The issue is particularly controversial in France where there is a strong secular tradition which frowns on overt displays of religious symbols in public. In the case of Bougnaoui v Microploe SA, the ECJ was asked to rule on a ban imposed by a French company on an employee wearing the hijab, a headscarf that overs the head but leaves the face exposed, when visiting clients of the business. The ban was imposed after a client of Micropole complained after Ms Bougnaoui, a practising Muslim, visited their premises wearing a hijab. Ms Bougnaoui complained of discrimination but was unsuccessful in her claim before the French courts, who held that her dismissal, following her refusal to remove the hijab, was fair as it was based on a “genuine and serious” reason.
The matter was referred to the ECJ where the Advocate General (AG) has issued an opinion in advance of a full hearing of the case. In her opinion, the AG concluded that such a ban constituted unlawful direct discrimination and that Ms Bougnaoui had been treated less favourably. A ban on the wearing of the hijab (or other types of Islamic head covering) would only be lawful if based on a genuine occupational requirement and the ban was no more than what was absolutely necessary to undertake the work in question. That was not the case here.

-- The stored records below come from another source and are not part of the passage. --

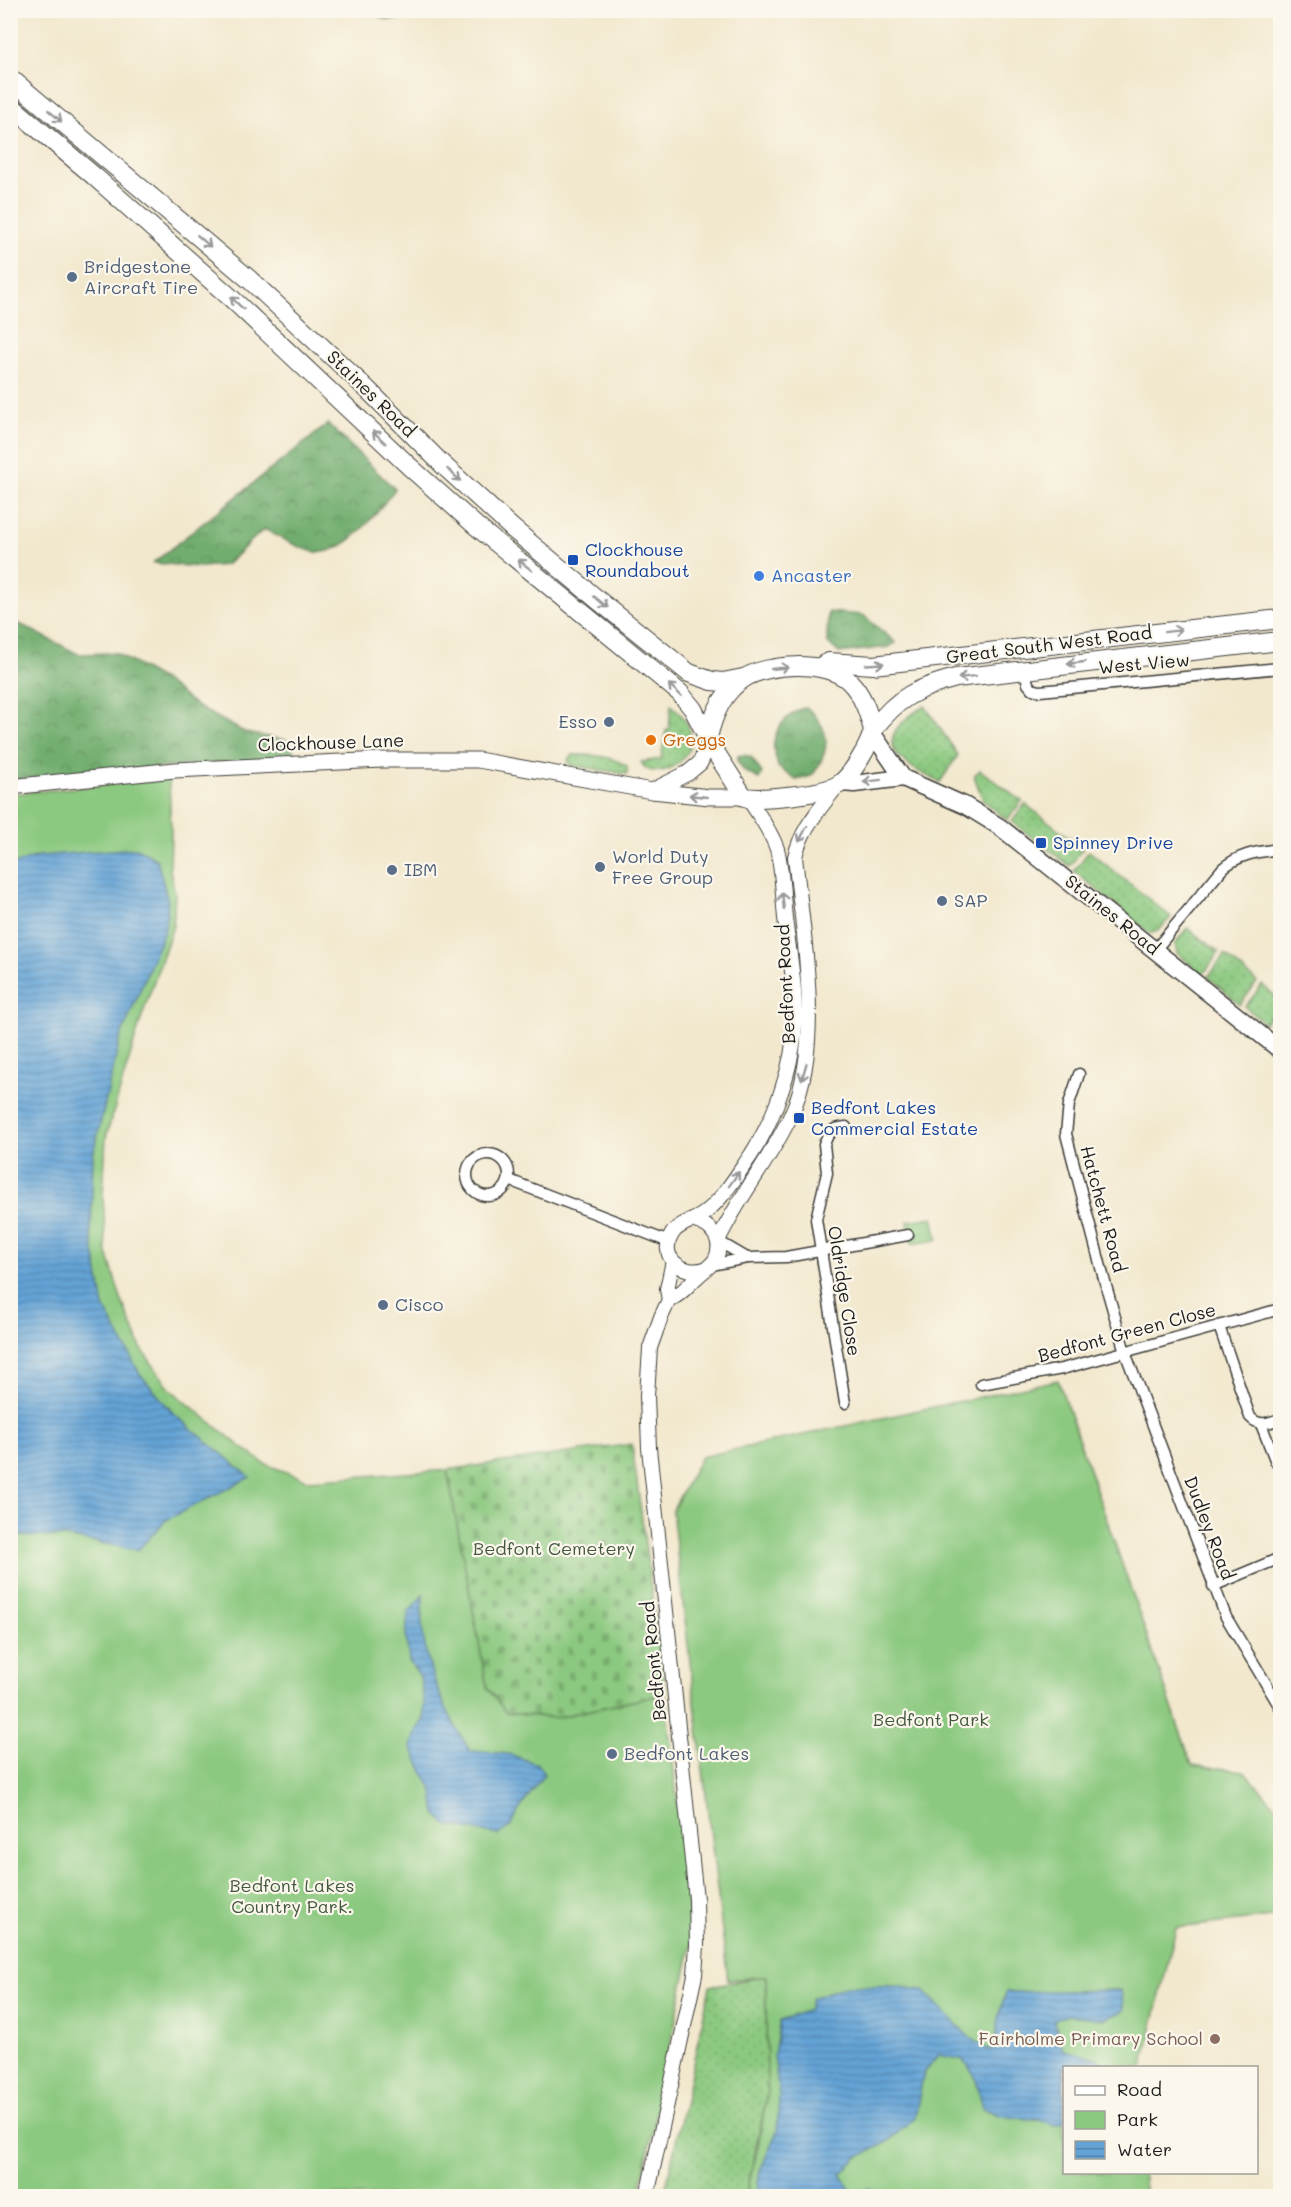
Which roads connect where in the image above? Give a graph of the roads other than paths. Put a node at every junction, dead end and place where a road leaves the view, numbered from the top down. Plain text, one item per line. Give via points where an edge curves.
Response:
1 (10, 78) edge
2 (10, 105) edge
3 (1281, 619) edge
4 (1281, 641) edge
5 (819, 668) junction
6 (1281, 668) edge
7 (1025, 669) junction
8 (743, 678) junction
9 (873, 732) junction
10 (709, 739) junction
11 (903, 778) junction
12 (839, 785) junction
13 (10, 787) edge
14 (652, 791) junction
15 (746, 797) junction
16 (1281, 849) edge
17 (1155, 950) junction
18 (1281, 1050) edge
19 (1080, 1074) dead end
20 (846, 1127) dead end
21 (509, 1180) junction
22 (694, 1221) junction
23 (908, 1234) dead end
24 (669, 1242) junction
25 (718, 1242) junction
26 (820, 1249) junction
27 (747, 1258) junction
28 (673, 1261) junction
29 (708, 1267) junction
30 (669, 1300) junction
31 (1281, 1309) edge
32 (1219, 1326) junction
33 (1125, 1352) junction
34 (981, 1384) dead end
35 (845, 1403) dead end
36 (1281, 1419) edge
37 (1261, 1424) junction
38 (1276, 1462) dead end
39 (1281, 1558) edge
40 (1213, 1586) junction
41 (1281, 1707) edge
42 (647, 2196) edge

1 -> 8 highway, Staines Road via 250,280 443,465 598,600 689,674 723,682
10 -> 2 highway, Staines Road via 680,693 476,526 231,298
5 -> 3 highway, Great South West Road via 830,662 873,665
4 -> 7 highway, Great South West Road
8 -> 5 highway via 770,669
5 - 9 highway via 850,682 863,699
6 - 7 street, West View via 1040,691 1028,684
7 -> 9 highway, Great South West Road via 930,685 890,709
8 - 10 highway via 721,703
9 - 11 main road
9 - 12 highway via 857,764
10 - 14 main road via 700,763
10 - 15 highway
11 -> 12 main road
11 - 17 main road, Staines Road via 966,806 1000,827
12 - 15 highway via 798,794
12 -> 25 street, Bedfont Road via 805,830 795,857 808,990 807,1062 792,1113 726,1222
13 - 14 main road, Clockhouse Lane via 175,770 382,760 478,760
15 -> 14 main road, Clockhouse Lane
22 -> 15 street, Bedfont Road via 720,1199 752,1153 779,1101 793,1038 794,998 777,850
16 - 17 street via 1250,853 1223,868
17 - 18 main road, Staines Road
19 - 33 street, Hatchett Road via 1069,1104 1066,1134
20 - 26 street, Oldridge Close via 835,1129 824,1144 827,1173 816,1219
21 - 21 street via 499,1194 482,1196 468,1184 467,1172 477,1157 496,1155 507,1165
21 - 24 street
22 - 24 street, Bedfont Road via 676,1228
22 - 25 street via 706,1224
23 - 26 street
24 - 28 street, Bedfont Road
25 - 27 street
25 - 29 street, Bedfont Road via 718,1254
26 - 27 street via 786,1257
26 - 35 street, Oldridge Close
27 - 29 street
28 - 29 street via 690,1271
28 - 30 street, Bedfont Road via 667,1289
29 - 30 street, Bedfont Road via 679,1296
30 - 42 street, Bedfont Road via 650,1348 649,1448 696,1899 697,1945 687,2018
31 - 32 street, Bedfont Green Close
32 - 33 street, Bedfont Green Close
32 - 37 street via 1250,1417
33 - 34 street, Bedfont Green Close
33 - 40 street, Dudley Road
36 - 37 street
37 - 38 street
39 - 40 street
40 - 41 street, Dudley Road via 1226,1617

The opinion of the AG is simply advisory at this stage and it is possible that the ECJ could take a different of the case at a full hearing. Indeed, in another similar case due to proceed to a full hearing, a different AG took a contrasting view that a ban on wearing a headscarf could be justified by a general policy of prohibiting any religious symbols in the workplace. However, even were the ECJ to find that such a ban was justified in this case, it is unlikely to change significantly the position under current UK discrimination law. The ‘genuine occupational requirement’ defence under UK law is very narrowly drafted and can only be utilised in certain circumstances; for example for reasons of decency or privacy where an employee of a specific gender is appropriate, or for reasons of authenticity as might be the case in respect of waiters at a Chinese restaurant etc.
That is not to say that there are never circumstances where an employer might not legitimately object to employees wearing clothing or head coverings even if these are religious in nature. Recent examples where this has been held justified included a nursery objecting to a Muslim employee wearing a full length jilbab where it was considered a tripping hazard, and a teacher prevented from wearing a full veil where this would have impacted on her interaction with the students in the classroom. What the defence does not cover, however, is a ban based upon the objections of clients or a general prohibition on any religious symbols or clothing in the workplace.
One suspects that this is not the last that we will be hearing about this particularly issue.